TASK:
Below are entries; count each line that holds the word "lane" and report the number without any other words.
━━━ STUDY MATERIAL
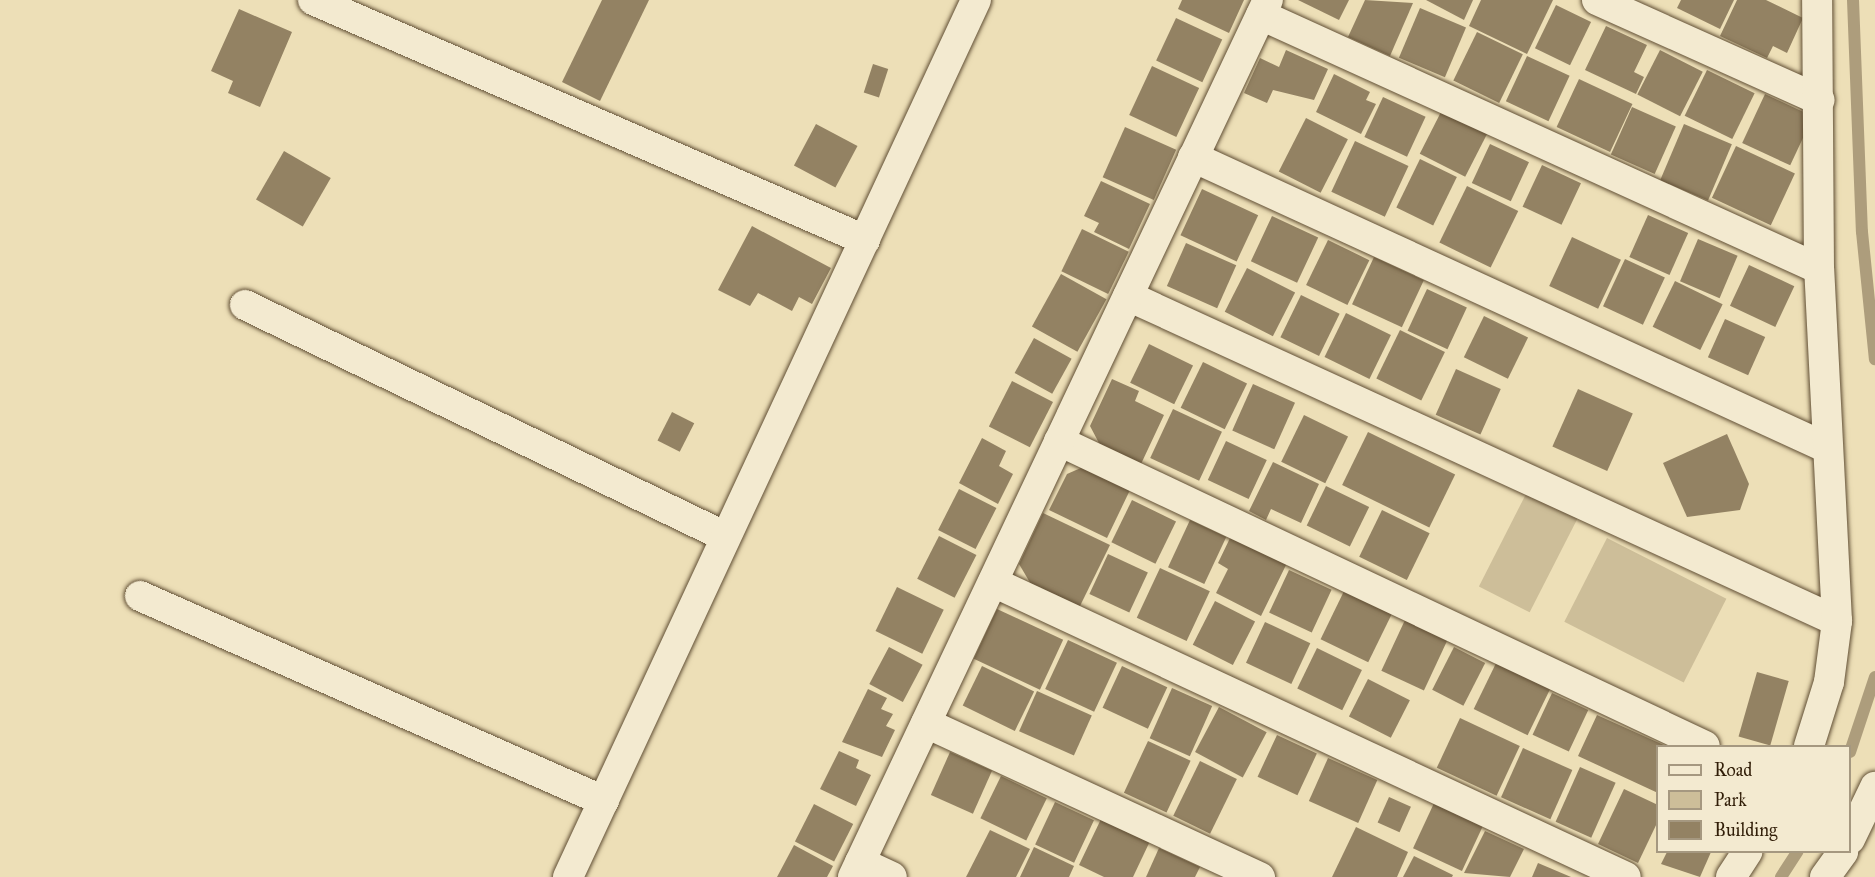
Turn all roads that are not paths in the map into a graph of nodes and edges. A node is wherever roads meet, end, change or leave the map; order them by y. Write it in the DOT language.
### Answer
graph roads {
  1 [pos="313,0"];
  2 [pos="976,0"];
  3 [pos="1597,0"];
  4 [pos="1816,0"];
  5 [pos="1264,7"];
  6 [pos="1820,100"];
  7 [pos="1193,157"];
  8 [pos="865,240"];
  9 [pos="1819,269"];
  10 [pos="1128,296"];
  11 [pos="245,304"];
  12 [pos="1059,441"];
  13 [pos="1827,448"];
  14 [pos="724,536"];
  15 [pos="993,582"];
  16 [pos="140,596"];
  17 [pos="1837,621"];
  18 [pos="926,723"];
  19 [pos="1701,745"];
  20 [pos="1810,745"];
  21 [pos="1875,787"];
  22 [pos="604,801"];
  23 [pos="1851,837"];
  24 [pos="1746,853"];
  25 [pos="1842,853"];
  26 [pos="857,870"];
  27 [pos="568,877"];
  28 [pos="892,877"];
  29 [pos="1260,877"];
  30 [pos="1626,877"];
  31 [pos="1731,877"];
  32 [pos="1825,877"];
  1 -- 8 [label="street"];
  2 -- 8 [label="street"];
  3 -- 6 [label="street"];
  4 -- 6 [label="street"];
  5 -- 7 [label="street"];
  5 -- 9 [label="street"];
  6 -- 9 [label="street"];
  7 -- 10 [label="street"];
  7 -- 13 [label="street"];
  8 -- 14 [label="street"];
  9 -- 13 [label="street"];
  10 -- 12 [label="street"];
  10 -- 17 [label="street"];
  11 -- 14 [label="street"];
  12 -- 15 [label="street"];
  12 -- 19 [label="street"];
  13 -- 17 [label="street"];
  14 -- 22 [label="street"];
  15 -- 18 [label="street"];
  15 -- 30 [label="street"];
  16 -- 22 [label="street"];
  17 -- 20 [label="street"];
  18 -- 26 [label="street"];
  18 -- 29 [label="street"];
  21 -- 23 [label="street"];
  22 -- 27 [label="street"];
  24 -- 31 [label="street"];
  25 -- 32 [label="street"];
  26 -- 28 [label="street"];
}
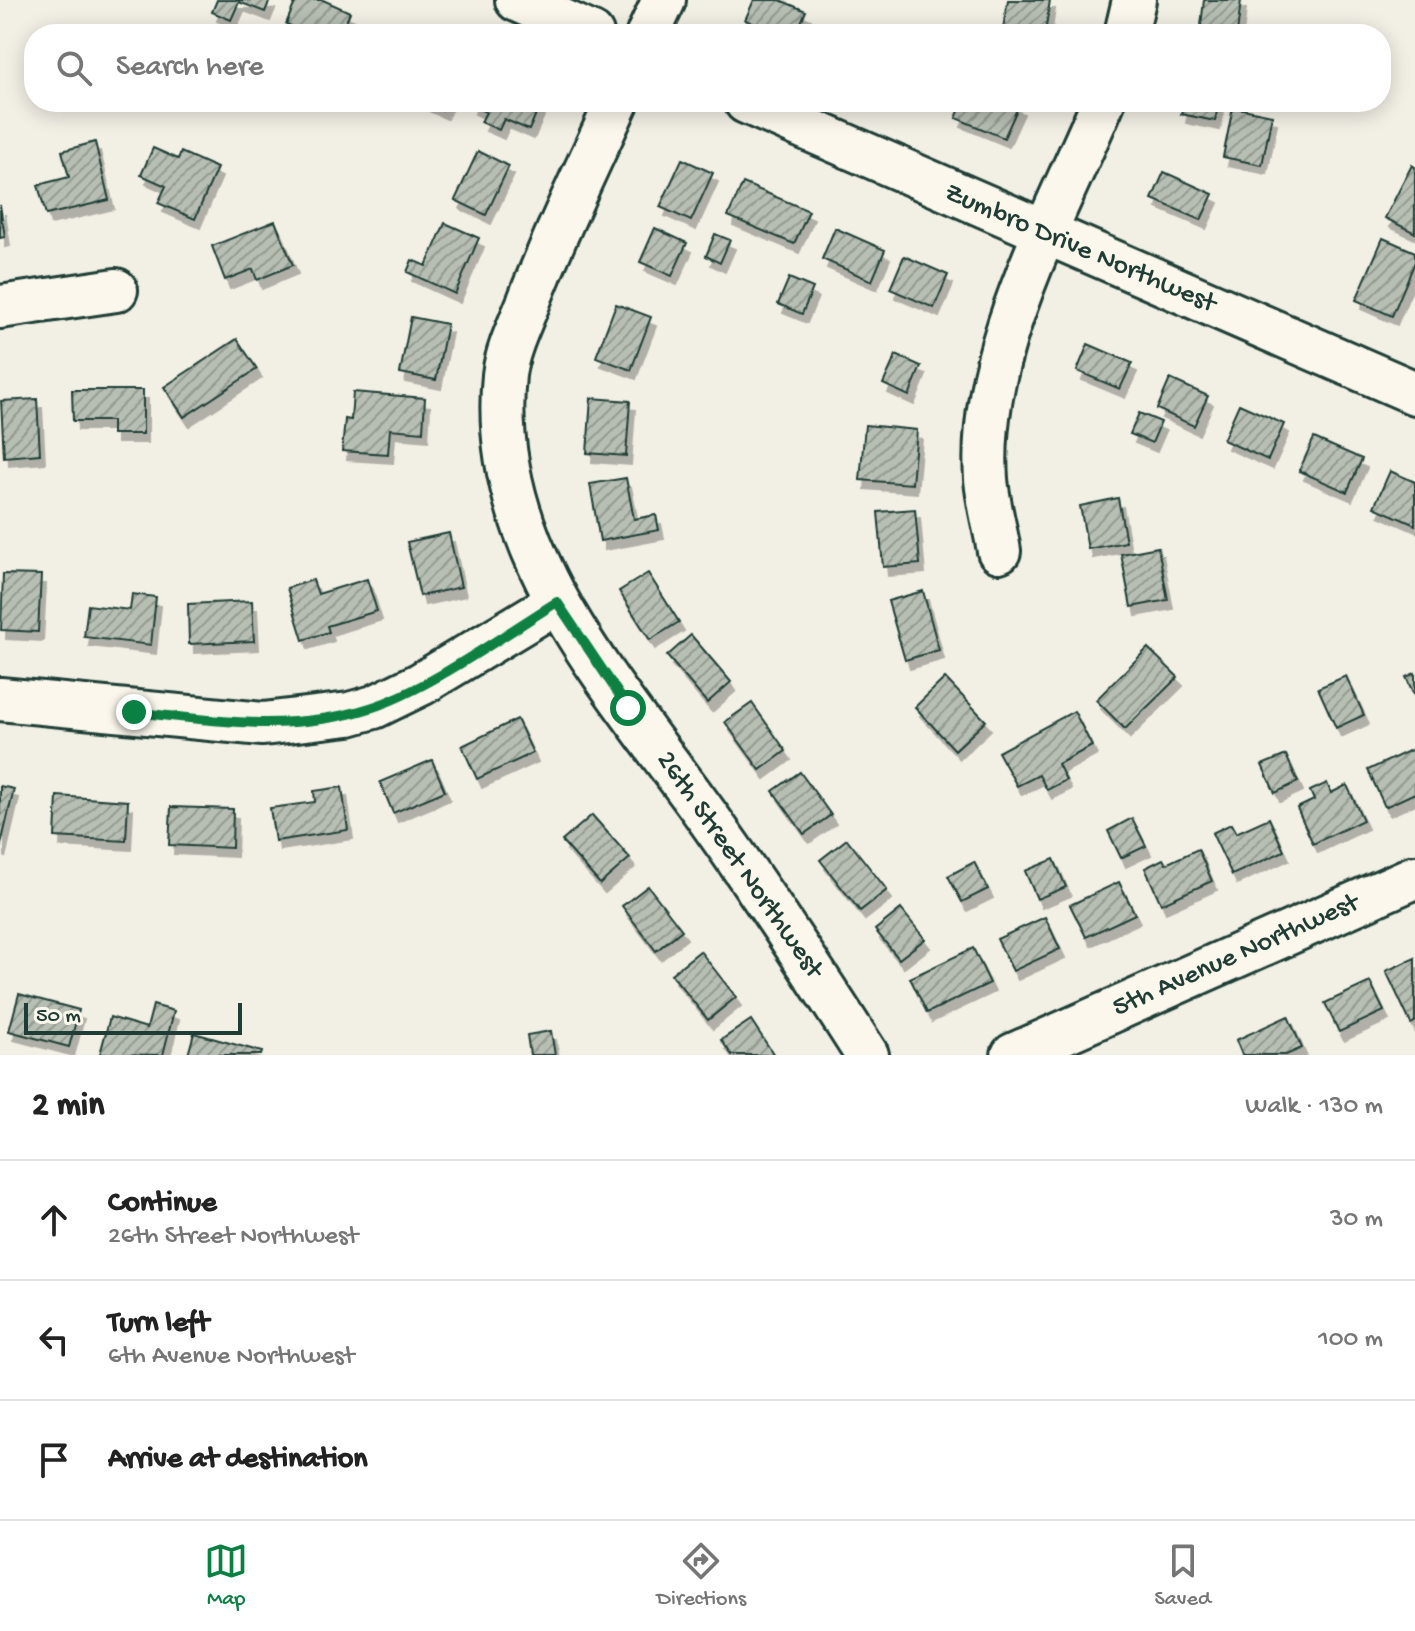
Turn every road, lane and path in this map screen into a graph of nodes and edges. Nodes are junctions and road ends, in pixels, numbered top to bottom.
1 (517, 0) edge
2 (664, 0) edge
3 (1134, 0) edge
4 (570, 24) edge
5 (653, 24) edge
6 (1128, 24) edge
7 (612, 112) edge
8 (769, 112) edge
9 (1099, 112) edge
10 (1047, 235) junction
11 (116, 290) dead end
12 (0, 307) edge
13 (1415, 393) edge
14 (999, 551) dead end
15 (557, 602) junction
16 (0, 699) edge
17 (1415, 877) edge
18 (867, 1055) edge
19 (1013, 1055) edge

1 - 4 street
2 - 5 street
3 - 6 street
7 - 15 street, 26th Street Northwest
8 - 10 street, Zumbro Drive Northwest
9 - 10 street
10 - 13 street, Zumbro Drive Northwest
10 - 14 street
11 - 12 street
15 - 16 street
15 - 18 street, 26th Street Northwest
17 - 19 street, 5th Avenue Northwest

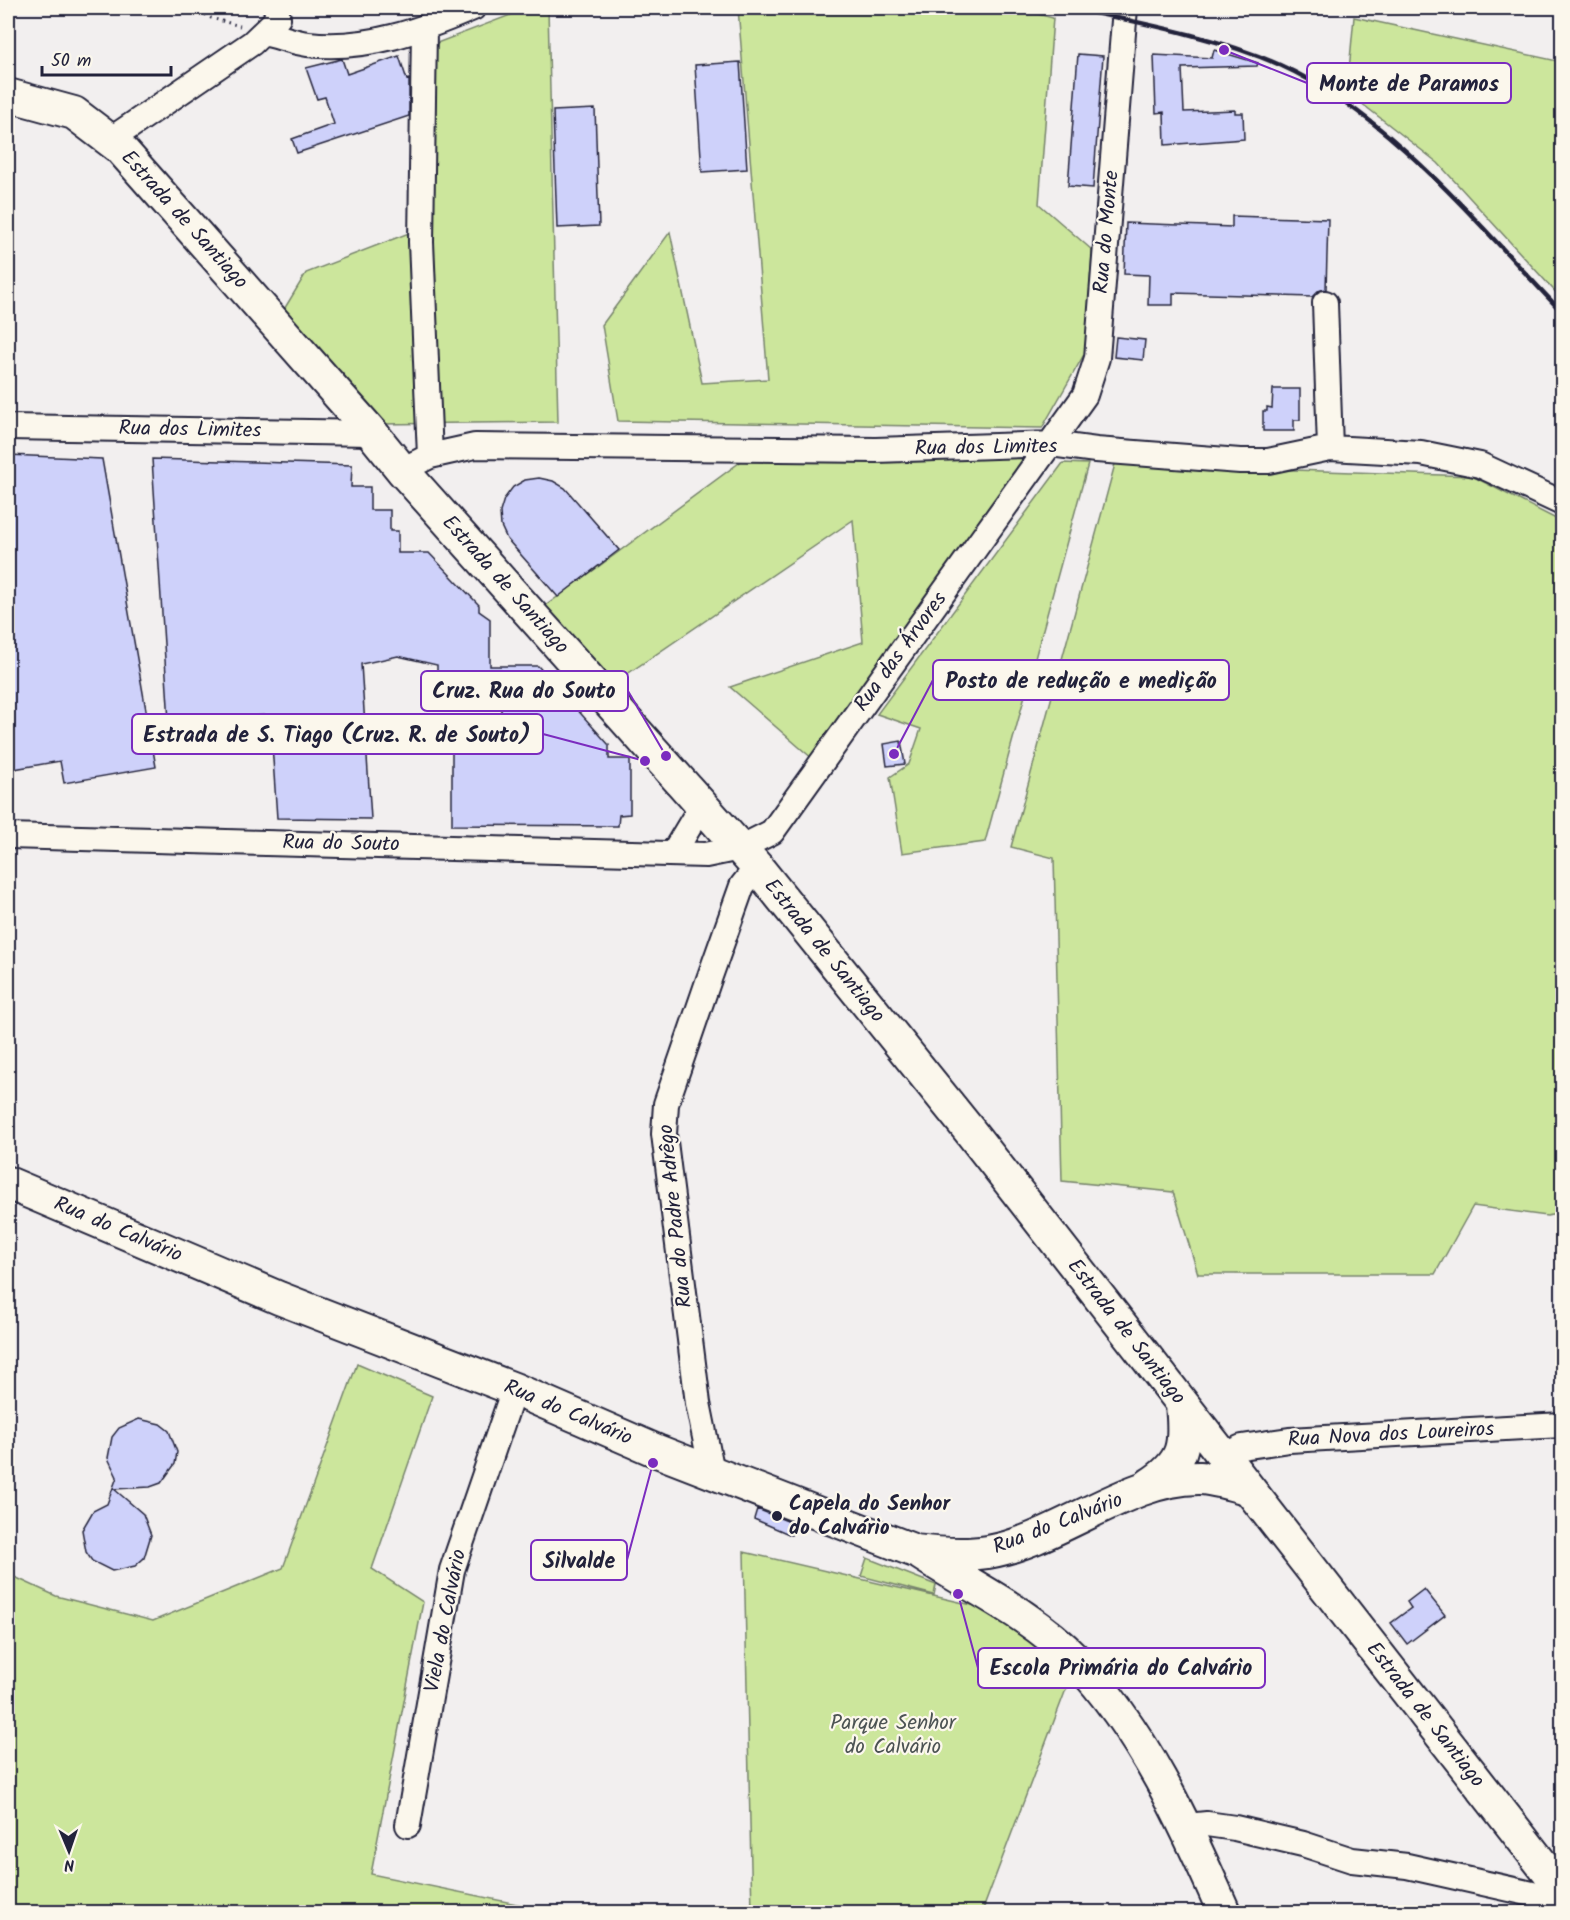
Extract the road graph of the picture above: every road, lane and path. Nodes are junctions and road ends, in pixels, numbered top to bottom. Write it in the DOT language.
graph roads {
  1 [pos="195,8"];
  2 [pos="276,8"];
  3 [pos="473,8"];
  4 [pos="1125,8"];
  5 [pos="424,29"];
  6 [pos="263,33"];
  7 [pos="8,95"];
  8 [pos="110,140"];
  9 [pos="1325,303"];
  10 [pos="8,427"];
  11 [pos="372,433"];
  12 [pos="1051,444"];
  13 [pos="1330,448"];
  14 [pos="430,456"];
  15 [pos="402,471"];
  16 [pos="1563,503"];
  17 [pos="702,805"];
  18 [pos="8,836"];
  19 [pos="674,852"];
  20 [pos="748,858"];
  21 [pos="8,1182"];
  22 [pos="514,1389"];
  23 [pos="1182,1405"];
  24 [pos="1563,1425"];
  25 [pos="1222,1456"];
  26 [pos="1179,1469"];
  27 [pos="712,1472"];
  28 [pos="1249,1489"];
  29 [pos="1019,1543"];
  30 [pos="915,1551"];
  31 [pos="1005,1607"];
  32 [pos="408,1825"];
  33 [pos="1187,1826"];
  34 [pos="1563,1890"];
  35 [pos="1563,1896"];
  36 [pos="1224,1912"];
  1 -- 6 [label="path"];
  2 -- 6 [label="street"];
  3 -- 5 [label="street"];
  4 -- 12 [label="street, Rua do Monte"];
  5 -- 6 [label="street"];
  5 -- 14 [label="street"];
  6 -- 8 [label="street"];
  7 -- 8 [label="main road, Estrada de Santiago"];
  8 -- 11 [label="main road, Estrada de Santiago"];
  9 -- 13 [label="street"];
  10 -- 11 [label="street, Rua dos Limites"];
  11 -- 15 [label="main road, Estrada de Santiago"];
  12 -- 13 [label="street, Rua dos Limites"];
  12 -- 14 [label="street, Rua dos Limites"];
  12 -- 20 [label="street, Rua das Árvores"];
  13 -- 16 [label="street, Rua dos Limites"];
  14 -- 15 [label="street, Rua dos Limites"];
  15 -- 17 [label="main road, Estrada de Santiago"];
  17 -- 19 [label="street"];
  17 -- 20 [label="main road, Estrada de Santiago"];
  18 -- 19 [label="street, Rua do Souto"];
  19 -- 20 [label="street, Rua do Souto"];
  20 -- 23 [label="main road, Estrada de Santiago"];
  20 -- 27 [label="street, Rua do Padre Adrêgo"];
  21 -- 22 [label="main road, Rua do Calvário"];
  22 -- 27 [label="main road, Rua do Calvário"];
  22 -- 32 [label="street, Viela do Calvário"];
  23 -- 25 [label="main road, Estrada de Santiago"];
  23 -- 26 [label="main road"];
  24 -- 25 [label="street, Rua Nova dos Loureiros"];
  25 -- 26 [label="main road, Rua do Calvário"];
  25 -- 28 [label="main road, Estrada de Santiago"];
  26 -- 28 [label="main road"];
  26 -- 29 [label="main road, Rua do Calvário"];
  27 -- 30 [label="main road, Rua do Calvário"];
  28 -- 34 [label="main road, Estrada de Santiago"];
  29 -- 30 [label="main road, Rua do Calvário"];
  29 -- 31 [label="main road"];
  30 -- 31 [label="main road"];
  31 -- 33 [label="main road"];
  33 -- 35 [label="street"];
  33 -- 36 [label="main road"];
}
━━━━━━
TASK SOLUTION:
2